A big part of accepting my wonderfully enhanced lot in life is realizing that I am a Challenge Junky (among many other less desirable addictions). Every single day of mommying these guys presents me with a myriad of extenuating circumstances to navigate, negotiate and conquer. G & N have a knack for setting up increasingly difficult obstacle courses each successive day, inherently testing my agility and creativity in problem solving. How do I get the gas tank filled, the overdue library books returned, those few extra ingredients for tonight's dinner and our play date in without overtiring N and/or surrendering G's full at-home nap time to a shitty 15 minute snooze on the way home? How do I keep N from grabbing G's poopy & sandy penis while changing a smash poo at the beach with all hands busily trying to secure diaper, wipes, changing pad and blanket from the roaring ocean wind? How do I stop N from instantaneously throwing any and everything into the open toilet bowl while quickly hoisting G off the potty? These and many other confounding scenarios grace my career regularly. And I have to admit, I get off when I maneuver stealthily enough to avoid seemingly imminent disaster.

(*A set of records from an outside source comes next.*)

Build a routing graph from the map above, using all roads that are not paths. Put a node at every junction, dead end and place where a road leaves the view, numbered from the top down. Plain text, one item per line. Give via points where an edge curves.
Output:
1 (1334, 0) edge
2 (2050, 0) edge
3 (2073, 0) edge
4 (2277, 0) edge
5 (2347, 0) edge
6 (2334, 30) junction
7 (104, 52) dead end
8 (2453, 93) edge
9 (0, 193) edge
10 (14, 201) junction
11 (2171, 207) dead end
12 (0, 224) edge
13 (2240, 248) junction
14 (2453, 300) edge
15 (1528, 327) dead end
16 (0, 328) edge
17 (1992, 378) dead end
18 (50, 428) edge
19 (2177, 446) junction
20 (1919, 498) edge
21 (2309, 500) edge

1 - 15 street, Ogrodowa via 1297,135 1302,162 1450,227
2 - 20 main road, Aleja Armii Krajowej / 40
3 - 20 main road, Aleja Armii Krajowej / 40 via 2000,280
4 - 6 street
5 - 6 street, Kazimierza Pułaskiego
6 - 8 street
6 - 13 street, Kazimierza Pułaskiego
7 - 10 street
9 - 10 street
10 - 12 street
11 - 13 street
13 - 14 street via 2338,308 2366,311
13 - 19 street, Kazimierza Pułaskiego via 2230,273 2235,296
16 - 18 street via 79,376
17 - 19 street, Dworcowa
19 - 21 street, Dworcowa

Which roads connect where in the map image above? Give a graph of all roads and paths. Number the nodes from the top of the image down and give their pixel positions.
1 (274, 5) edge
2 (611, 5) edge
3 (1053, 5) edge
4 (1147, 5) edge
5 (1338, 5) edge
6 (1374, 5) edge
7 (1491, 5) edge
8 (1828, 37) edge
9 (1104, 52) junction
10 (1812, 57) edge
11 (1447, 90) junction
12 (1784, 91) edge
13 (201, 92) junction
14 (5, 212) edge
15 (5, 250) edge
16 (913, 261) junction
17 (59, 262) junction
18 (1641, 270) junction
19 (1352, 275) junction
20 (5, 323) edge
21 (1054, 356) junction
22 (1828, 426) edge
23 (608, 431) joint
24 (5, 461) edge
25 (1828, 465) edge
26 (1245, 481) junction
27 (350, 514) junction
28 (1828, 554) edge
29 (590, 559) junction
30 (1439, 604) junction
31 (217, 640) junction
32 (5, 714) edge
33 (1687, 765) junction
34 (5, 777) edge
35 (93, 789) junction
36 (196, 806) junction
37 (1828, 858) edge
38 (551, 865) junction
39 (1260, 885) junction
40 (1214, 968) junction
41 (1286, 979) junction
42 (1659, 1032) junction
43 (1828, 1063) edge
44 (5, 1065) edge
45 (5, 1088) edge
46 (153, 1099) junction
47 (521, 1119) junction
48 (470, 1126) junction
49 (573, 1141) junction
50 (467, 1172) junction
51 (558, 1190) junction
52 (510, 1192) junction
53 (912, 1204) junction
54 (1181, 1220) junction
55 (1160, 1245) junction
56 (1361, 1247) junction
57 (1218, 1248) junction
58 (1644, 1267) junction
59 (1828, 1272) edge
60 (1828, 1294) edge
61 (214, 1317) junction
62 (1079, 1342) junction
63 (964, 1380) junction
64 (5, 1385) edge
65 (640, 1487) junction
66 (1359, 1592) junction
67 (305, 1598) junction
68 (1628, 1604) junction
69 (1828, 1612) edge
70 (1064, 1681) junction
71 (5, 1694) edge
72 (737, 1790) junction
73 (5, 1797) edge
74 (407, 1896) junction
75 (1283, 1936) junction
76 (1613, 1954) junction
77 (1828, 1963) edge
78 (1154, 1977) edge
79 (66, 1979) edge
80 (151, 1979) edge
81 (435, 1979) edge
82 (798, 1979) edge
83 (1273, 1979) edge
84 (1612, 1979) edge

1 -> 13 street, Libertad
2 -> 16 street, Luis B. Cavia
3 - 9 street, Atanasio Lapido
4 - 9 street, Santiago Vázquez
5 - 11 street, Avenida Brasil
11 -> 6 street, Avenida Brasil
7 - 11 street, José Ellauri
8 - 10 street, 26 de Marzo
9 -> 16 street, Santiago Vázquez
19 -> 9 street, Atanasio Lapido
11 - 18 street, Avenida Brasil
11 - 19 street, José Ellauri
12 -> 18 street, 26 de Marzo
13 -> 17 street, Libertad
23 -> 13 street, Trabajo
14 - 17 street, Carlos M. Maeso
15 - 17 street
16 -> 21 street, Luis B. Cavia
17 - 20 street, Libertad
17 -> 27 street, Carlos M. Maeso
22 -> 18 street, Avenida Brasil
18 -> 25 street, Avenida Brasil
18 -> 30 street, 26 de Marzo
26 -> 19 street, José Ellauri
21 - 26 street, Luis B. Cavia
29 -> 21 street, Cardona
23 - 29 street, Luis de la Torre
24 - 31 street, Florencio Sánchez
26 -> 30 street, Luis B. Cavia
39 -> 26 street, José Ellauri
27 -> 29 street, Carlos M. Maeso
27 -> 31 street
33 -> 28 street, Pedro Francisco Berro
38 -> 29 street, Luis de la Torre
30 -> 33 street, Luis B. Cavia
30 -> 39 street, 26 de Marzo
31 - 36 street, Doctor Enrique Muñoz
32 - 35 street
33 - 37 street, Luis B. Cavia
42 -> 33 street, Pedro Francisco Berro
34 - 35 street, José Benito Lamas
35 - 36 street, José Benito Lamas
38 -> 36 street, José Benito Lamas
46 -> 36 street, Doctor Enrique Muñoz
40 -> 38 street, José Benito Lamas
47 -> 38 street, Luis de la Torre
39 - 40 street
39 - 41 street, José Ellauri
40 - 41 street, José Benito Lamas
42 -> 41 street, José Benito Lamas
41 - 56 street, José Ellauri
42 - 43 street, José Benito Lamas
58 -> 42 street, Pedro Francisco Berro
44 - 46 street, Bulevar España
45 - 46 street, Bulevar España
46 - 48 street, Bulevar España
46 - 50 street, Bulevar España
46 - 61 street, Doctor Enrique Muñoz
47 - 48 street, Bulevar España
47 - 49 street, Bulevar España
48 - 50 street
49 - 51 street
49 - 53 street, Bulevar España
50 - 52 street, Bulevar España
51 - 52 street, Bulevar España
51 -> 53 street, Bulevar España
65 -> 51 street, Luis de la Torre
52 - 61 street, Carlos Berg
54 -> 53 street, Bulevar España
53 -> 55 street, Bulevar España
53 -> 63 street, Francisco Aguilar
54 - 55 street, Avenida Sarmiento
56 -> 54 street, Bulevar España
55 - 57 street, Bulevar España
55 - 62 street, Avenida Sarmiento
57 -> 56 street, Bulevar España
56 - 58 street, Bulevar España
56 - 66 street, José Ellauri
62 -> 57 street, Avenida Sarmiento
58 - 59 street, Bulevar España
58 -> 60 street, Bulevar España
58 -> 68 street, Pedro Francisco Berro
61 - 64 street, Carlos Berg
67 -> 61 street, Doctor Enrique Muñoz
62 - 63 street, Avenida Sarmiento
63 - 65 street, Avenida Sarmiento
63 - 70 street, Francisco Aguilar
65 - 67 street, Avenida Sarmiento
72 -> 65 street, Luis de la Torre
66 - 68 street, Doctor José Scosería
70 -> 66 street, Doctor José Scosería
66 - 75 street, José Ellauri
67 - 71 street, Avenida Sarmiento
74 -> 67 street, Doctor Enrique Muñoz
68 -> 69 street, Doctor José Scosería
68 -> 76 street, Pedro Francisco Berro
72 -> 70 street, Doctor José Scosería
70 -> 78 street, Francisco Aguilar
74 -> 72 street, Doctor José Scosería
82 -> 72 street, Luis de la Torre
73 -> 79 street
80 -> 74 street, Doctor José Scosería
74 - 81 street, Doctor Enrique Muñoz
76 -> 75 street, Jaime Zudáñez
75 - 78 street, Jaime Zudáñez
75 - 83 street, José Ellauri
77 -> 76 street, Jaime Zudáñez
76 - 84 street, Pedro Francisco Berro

Finally on an amusing note, just as women who live together begin menstruating together and isolated heart cells in a petrie dish begin beating together; my boyz have begun pooping together. Isn't that so considerate of them? Just when I'm knee deep in shit from one sloppy joe diaper mess, the other one shoots out a good one. Mommy just keeps her sleeves rolled up and the wipies comin', knockin' 'em both out at one time - doesn't get much better than that. Kinda makes your heart sing, don't it?